Also referred to as "scalloped margin domes," ticks were first discovered in 1990 when the Magellan Spacecraft collected image data of a unique volcanic edifice on the Venusian surface. The structure consisted of a collapsed dome approximately 22 miles in diameter. A few short ridges radiated from its perimeter, and a pool of collapsed lava flows connected to its western base. In these features, scientists saw what resembled the body, legs and head of what they called "The Tick" after the infamous insect.

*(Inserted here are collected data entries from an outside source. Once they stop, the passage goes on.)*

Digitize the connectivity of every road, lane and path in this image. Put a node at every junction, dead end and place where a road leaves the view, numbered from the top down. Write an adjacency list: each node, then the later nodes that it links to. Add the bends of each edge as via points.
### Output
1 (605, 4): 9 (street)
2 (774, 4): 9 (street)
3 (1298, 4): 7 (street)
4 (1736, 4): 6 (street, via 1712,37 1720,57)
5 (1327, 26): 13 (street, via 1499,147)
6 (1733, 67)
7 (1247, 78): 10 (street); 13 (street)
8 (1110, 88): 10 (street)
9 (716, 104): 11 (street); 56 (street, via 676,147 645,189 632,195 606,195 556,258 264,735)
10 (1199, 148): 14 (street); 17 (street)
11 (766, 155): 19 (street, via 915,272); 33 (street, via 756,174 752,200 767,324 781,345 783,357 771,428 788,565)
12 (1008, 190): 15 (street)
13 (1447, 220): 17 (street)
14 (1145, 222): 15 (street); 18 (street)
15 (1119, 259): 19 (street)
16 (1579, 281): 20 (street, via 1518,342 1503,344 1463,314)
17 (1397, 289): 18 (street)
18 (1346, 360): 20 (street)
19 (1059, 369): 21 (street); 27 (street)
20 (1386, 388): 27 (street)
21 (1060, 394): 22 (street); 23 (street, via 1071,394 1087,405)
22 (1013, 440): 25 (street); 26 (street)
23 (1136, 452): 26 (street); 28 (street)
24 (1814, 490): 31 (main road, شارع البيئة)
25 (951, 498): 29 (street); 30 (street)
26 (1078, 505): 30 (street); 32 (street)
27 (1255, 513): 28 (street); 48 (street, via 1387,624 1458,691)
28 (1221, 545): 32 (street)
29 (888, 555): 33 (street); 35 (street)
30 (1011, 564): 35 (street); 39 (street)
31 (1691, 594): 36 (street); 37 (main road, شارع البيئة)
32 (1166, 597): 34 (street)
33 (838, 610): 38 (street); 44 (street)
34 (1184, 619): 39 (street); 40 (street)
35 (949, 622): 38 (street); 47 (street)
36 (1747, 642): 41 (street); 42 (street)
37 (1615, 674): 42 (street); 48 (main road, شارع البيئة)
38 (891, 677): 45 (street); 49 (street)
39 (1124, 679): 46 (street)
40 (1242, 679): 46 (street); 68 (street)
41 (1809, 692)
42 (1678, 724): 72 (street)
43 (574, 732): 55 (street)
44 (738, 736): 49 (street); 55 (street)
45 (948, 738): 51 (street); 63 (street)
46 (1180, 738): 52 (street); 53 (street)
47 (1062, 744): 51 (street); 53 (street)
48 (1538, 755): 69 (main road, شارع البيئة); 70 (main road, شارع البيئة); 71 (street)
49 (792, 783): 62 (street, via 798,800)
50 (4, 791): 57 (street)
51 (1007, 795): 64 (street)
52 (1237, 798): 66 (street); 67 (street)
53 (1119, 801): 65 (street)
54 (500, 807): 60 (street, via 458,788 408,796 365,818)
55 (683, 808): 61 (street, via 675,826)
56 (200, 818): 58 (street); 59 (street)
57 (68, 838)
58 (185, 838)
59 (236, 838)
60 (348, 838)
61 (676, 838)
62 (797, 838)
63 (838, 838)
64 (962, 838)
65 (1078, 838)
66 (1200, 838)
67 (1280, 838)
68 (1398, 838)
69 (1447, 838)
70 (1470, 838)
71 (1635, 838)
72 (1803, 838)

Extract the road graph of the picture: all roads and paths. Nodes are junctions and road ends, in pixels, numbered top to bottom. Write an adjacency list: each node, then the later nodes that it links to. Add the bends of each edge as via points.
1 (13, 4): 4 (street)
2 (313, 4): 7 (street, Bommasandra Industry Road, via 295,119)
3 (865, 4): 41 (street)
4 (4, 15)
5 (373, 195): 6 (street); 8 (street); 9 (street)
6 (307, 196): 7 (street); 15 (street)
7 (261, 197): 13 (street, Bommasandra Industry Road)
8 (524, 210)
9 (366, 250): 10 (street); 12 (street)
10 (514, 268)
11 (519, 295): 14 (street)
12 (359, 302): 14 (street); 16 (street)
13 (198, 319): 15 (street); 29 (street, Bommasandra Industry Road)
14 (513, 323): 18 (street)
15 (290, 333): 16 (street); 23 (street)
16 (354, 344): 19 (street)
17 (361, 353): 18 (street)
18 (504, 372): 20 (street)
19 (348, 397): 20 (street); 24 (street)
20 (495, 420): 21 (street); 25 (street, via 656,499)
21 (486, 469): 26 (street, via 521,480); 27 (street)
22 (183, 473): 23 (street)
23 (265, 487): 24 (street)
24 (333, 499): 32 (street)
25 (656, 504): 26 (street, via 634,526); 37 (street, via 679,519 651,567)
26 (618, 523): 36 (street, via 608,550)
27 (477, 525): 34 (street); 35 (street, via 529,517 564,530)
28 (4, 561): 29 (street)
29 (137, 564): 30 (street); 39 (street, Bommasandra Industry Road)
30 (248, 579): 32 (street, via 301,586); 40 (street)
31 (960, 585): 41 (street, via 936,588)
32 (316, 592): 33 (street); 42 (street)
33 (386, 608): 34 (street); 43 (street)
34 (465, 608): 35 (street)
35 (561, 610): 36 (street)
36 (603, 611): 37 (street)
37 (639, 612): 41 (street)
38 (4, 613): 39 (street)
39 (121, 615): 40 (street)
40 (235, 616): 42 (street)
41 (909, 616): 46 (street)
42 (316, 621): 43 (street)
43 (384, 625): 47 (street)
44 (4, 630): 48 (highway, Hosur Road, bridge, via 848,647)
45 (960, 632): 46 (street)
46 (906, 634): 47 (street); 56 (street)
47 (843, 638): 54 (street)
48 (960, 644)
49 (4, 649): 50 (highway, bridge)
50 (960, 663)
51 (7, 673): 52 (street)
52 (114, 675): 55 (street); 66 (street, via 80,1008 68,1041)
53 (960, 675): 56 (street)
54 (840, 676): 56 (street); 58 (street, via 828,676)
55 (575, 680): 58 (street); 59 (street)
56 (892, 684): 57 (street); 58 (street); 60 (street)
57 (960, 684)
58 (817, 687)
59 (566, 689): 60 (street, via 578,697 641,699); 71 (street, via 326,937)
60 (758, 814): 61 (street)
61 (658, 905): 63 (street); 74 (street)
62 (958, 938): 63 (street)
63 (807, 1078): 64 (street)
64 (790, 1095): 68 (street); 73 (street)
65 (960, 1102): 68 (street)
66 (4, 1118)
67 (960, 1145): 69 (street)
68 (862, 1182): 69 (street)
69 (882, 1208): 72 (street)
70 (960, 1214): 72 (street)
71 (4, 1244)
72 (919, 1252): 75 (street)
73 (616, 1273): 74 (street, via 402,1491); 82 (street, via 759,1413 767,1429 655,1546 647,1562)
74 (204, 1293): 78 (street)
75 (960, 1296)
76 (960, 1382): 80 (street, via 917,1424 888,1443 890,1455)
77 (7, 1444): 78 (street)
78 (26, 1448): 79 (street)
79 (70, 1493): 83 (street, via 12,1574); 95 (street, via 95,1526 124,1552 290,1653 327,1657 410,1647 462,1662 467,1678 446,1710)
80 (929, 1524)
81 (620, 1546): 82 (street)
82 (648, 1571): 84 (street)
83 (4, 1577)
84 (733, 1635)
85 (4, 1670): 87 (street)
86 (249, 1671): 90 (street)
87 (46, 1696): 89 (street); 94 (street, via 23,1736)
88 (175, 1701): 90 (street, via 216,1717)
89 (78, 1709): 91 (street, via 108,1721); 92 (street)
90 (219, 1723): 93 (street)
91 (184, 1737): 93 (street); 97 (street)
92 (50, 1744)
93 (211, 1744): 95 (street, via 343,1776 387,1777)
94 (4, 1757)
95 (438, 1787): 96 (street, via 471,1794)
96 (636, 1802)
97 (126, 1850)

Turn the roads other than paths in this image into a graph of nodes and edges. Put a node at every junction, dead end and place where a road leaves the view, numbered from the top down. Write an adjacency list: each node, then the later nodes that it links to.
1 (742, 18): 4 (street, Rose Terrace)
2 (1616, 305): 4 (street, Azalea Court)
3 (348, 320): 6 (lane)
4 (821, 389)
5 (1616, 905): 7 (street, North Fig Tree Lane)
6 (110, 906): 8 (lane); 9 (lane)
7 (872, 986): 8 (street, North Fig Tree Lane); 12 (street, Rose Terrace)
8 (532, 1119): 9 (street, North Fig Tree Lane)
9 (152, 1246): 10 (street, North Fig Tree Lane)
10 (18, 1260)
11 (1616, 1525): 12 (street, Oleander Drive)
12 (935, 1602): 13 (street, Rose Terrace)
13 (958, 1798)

In the year that followed, many more ticks were found populating Venus' landscape. So far, about 50 ticks have been found. But despite their abundance, their formation remains a mystery. One theory suggests that they were once what are called "pancake domes," broad, circular volcanoes with steep edges and flat tops. Over time, they would have endured heavy erosion resulting in the tick-like domes we see today.
More surprising yet is that just next door to Venus, the planet Mercury is home to another giant bug -- the ticks' arachnid neighbor, Pantheon Fossae. First observed in 2008, Pantheon Fossae consists of an impact crater more than 25 miles wide called Apollodorus and a series of surrounding troughs -- a system that looks like the abdomen and legs of a spider.
The existence of these "bugs" illustrates the wealth of geologic surprises found in our solar system. The next time you see an image of a planet or moon, search for your own bug look-alikes in the features carved into their surfaces.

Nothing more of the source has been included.